======== Records for the task ========

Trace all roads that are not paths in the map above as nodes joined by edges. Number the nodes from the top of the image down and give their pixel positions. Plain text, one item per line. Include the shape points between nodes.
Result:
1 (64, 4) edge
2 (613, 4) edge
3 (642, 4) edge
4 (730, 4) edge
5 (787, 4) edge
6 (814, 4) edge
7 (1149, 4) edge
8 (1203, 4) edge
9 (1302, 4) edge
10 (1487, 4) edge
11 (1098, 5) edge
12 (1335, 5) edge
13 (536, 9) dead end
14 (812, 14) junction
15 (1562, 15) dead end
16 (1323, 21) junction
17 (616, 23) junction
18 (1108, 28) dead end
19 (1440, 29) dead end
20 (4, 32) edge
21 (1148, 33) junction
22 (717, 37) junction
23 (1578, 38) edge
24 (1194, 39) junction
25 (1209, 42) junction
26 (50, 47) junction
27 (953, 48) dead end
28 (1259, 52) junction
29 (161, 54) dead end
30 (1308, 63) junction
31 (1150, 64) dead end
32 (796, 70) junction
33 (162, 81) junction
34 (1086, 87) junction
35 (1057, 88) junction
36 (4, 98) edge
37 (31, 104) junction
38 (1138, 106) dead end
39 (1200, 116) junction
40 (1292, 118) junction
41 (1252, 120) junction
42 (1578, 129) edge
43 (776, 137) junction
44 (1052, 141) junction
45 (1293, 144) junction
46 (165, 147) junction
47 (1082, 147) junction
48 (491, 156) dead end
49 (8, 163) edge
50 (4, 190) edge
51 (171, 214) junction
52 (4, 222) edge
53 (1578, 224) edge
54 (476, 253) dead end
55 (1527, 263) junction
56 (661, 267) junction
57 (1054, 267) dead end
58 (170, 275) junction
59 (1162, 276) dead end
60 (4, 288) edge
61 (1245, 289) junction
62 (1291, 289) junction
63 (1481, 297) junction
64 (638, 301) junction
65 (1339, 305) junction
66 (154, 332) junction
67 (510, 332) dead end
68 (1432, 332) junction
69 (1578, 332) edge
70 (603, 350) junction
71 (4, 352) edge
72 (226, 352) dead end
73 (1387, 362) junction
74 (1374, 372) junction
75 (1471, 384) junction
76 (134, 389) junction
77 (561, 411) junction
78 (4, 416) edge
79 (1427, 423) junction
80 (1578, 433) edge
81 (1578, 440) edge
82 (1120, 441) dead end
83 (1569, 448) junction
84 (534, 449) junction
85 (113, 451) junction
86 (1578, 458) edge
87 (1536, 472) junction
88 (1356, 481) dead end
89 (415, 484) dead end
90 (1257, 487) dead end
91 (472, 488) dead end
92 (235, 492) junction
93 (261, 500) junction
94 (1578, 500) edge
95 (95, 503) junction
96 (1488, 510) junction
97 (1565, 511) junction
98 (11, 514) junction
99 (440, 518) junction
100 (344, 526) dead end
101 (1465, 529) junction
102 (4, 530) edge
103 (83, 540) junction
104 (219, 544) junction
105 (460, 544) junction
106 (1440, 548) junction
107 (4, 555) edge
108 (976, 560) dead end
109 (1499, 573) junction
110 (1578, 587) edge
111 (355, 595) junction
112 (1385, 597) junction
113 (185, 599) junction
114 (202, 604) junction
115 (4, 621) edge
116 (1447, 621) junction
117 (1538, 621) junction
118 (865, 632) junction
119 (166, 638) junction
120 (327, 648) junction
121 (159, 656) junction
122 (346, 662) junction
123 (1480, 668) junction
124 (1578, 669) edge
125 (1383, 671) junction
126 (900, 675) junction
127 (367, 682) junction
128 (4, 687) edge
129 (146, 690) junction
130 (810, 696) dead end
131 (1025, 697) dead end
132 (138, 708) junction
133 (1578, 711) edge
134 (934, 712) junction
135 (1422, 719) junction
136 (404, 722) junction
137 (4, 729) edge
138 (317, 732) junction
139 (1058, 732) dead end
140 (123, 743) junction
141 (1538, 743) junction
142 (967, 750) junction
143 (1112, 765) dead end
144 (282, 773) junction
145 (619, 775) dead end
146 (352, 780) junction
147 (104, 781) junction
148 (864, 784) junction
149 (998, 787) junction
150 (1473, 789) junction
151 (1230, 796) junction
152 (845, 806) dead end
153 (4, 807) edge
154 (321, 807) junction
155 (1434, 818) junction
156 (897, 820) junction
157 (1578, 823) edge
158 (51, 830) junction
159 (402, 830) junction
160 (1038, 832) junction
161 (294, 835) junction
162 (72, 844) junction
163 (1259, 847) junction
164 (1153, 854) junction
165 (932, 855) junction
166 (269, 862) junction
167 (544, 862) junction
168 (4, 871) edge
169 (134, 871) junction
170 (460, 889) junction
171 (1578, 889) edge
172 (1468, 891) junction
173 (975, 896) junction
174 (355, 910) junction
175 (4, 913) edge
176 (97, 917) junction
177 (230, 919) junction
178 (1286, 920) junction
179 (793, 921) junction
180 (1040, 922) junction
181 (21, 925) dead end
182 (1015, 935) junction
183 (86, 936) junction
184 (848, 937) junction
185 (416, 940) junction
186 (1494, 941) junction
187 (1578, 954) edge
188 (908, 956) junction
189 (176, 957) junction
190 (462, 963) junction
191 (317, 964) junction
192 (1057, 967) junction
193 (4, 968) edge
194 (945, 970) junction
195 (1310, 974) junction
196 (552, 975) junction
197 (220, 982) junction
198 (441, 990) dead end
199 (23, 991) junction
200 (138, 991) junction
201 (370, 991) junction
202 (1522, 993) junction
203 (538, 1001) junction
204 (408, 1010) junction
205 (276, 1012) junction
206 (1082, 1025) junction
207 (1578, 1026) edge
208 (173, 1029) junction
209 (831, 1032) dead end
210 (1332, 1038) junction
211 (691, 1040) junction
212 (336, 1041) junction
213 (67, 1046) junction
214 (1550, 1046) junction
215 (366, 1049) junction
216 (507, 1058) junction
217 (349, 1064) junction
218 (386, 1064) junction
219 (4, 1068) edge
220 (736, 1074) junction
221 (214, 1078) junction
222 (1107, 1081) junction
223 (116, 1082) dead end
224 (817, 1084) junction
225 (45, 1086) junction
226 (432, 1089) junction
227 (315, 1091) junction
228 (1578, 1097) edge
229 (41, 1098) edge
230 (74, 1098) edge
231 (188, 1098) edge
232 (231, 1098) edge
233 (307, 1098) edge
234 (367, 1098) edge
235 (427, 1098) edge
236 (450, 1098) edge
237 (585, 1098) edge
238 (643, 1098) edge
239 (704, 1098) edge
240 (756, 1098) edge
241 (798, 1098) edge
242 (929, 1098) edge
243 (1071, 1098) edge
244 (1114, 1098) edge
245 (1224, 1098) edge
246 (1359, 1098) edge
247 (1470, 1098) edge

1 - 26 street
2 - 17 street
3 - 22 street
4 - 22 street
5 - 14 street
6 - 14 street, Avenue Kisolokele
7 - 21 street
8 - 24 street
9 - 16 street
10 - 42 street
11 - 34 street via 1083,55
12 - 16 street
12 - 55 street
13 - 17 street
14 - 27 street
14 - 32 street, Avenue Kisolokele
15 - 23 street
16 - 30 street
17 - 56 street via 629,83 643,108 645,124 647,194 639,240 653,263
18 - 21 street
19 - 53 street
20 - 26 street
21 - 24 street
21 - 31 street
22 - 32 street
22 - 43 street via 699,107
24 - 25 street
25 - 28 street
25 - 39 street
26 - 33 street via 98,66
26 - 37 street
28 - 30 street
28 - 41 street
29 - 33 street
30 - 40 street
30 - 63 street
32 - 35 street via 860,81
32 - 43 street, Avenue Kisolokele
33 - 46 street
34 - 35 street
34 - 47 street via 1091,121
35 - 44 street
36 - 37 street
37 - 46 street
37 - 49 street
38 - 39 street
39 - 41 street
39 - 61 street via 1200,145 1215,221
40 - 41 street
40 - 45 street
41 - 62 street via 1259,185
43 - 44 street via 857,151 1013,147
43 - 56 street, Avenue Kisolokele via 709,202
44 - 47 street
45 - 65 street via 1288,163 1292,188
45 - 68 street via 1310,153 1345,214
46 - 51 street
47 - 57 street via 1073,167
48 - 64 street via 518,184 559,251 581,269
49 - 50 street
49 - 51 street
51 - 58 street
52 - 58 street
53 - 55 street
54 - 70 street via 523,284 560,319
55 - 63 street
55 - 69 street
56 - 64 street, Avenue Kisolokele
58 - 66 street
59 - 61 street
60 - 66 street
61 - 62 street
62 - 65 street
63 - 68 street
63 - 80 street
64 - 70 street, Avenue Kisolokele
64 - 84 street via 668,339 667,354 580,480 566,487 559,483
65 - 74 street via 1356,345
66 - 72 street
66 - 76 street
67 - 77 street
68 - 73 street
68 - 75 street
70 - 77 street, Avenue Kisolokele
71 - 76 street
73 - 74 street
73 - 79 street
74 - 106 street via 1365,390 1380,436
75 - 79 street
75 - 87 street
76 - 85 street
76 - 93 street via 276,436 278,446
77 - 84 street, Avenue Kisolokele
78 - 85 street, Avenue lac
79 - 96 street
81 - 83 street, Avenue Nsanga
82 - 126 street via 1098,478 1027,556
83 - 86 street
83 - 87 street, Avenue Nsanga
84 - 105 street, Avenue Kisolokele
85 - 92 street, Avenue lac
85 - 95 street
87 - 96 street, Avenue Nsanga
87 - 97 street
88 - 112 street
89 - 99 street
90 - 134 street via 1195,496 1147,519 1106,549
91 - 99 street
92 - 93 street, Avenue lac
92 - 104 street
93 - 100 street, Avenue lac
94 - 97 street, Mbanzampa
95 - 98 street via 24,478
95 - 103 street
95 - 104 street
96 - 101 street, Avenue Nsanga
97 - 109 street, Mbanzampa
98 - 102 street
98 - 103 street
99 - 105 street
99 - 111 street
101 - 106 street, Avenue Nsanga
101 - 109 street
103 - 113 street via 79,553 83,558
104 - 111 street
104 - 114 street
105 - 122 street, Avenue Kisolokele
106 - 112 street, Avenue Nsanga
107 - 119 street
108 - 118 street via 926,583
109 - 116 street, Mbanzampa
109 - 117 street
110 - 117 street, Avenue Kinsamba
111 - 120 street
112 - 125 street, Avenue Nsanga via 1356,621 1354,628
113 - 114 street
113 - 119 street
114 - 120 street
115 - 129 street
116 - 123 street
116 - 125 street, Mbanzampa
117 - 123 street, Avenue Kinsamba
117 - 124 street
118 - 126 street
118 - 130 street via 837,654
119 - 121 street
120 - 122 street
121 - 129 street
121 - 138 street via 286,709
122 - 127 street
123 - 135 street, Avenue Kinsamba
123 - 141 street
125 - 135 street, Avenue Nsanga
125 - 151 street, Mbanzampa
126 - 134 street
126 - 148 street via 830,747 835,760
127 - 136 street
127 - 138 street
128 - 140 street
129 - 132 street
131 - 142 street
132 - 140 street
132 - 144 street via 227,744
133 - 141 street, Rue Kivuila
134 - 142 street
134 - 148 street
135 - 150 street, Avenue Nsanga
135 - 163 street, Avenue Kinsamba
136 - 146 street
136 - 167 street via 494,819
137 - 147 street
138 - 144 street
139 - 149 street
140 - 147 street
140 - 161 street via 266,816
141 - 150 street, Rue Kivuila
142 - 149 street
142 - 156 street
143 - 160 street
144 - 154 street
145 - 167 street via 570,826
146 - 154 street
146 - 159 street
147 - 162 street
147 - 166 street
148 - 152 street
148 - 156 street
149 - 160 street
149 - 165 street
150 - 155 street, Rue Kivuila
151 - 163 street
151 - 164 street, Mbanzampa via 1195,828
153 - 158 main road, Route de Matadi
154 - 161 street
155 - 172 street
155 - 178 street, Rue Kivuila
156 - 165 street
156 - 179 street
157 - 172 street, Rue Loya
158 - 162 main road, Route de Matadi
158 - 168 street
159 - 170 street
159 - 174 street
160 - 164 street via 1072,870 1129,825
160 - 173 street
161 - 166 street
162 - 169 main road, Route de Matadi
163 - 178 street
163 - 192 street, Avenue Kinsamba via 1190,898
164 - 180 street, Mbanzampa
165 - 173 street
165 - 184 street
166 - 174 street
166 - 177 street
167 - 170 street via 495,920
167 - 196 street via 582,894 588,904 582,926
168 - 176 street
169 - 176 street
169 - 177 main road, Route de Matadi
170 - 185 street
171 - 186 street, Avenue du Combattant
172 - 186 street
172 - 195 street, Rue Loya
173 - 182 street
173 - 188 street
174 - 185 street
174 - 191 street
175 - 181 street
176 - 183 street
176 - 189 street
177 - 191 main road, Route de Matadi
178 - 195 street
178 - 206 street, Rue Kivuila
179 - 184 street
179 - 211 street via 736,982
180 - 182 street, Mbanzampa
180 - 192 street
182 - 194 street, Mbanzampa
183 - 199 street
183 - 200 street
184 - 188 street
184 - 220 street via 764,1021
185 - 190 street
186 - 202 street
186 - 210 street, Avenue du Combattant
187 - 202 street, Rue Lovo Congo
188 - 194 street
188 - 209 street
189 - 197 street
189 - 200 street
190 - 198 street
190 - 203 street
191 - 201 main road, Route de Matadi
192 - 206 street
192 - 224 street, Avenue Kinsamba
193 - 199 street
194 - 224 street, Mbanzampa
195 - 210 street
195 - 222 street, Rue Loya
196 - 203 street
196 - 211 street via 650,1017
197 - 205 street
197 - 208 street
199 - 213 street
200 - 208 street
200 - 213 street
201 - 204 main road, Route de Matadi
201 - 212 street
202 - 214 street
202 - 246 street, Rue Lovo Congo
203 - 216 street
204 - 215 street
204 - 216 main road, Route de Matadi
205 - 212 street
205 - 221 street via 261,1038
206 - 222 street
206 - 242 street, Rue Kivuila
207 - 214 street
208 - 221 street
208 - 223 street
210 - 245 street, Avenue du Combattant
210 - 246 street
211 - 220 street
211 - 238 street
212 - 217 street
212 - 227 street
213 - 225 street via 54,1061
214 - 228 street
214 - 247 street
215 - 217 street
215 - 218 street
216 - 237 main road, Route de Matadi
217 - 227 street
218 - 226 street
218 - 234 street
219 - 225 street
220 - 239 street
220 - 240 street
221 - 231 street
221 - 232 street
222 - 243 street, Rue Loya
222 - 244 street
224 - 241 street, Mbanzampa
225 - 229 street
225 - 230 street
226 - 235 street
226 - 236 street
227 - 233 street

========

The word "Kinsamba" occurs on some lines of the data. Give the number of those lines only.

**Solution to this task**
6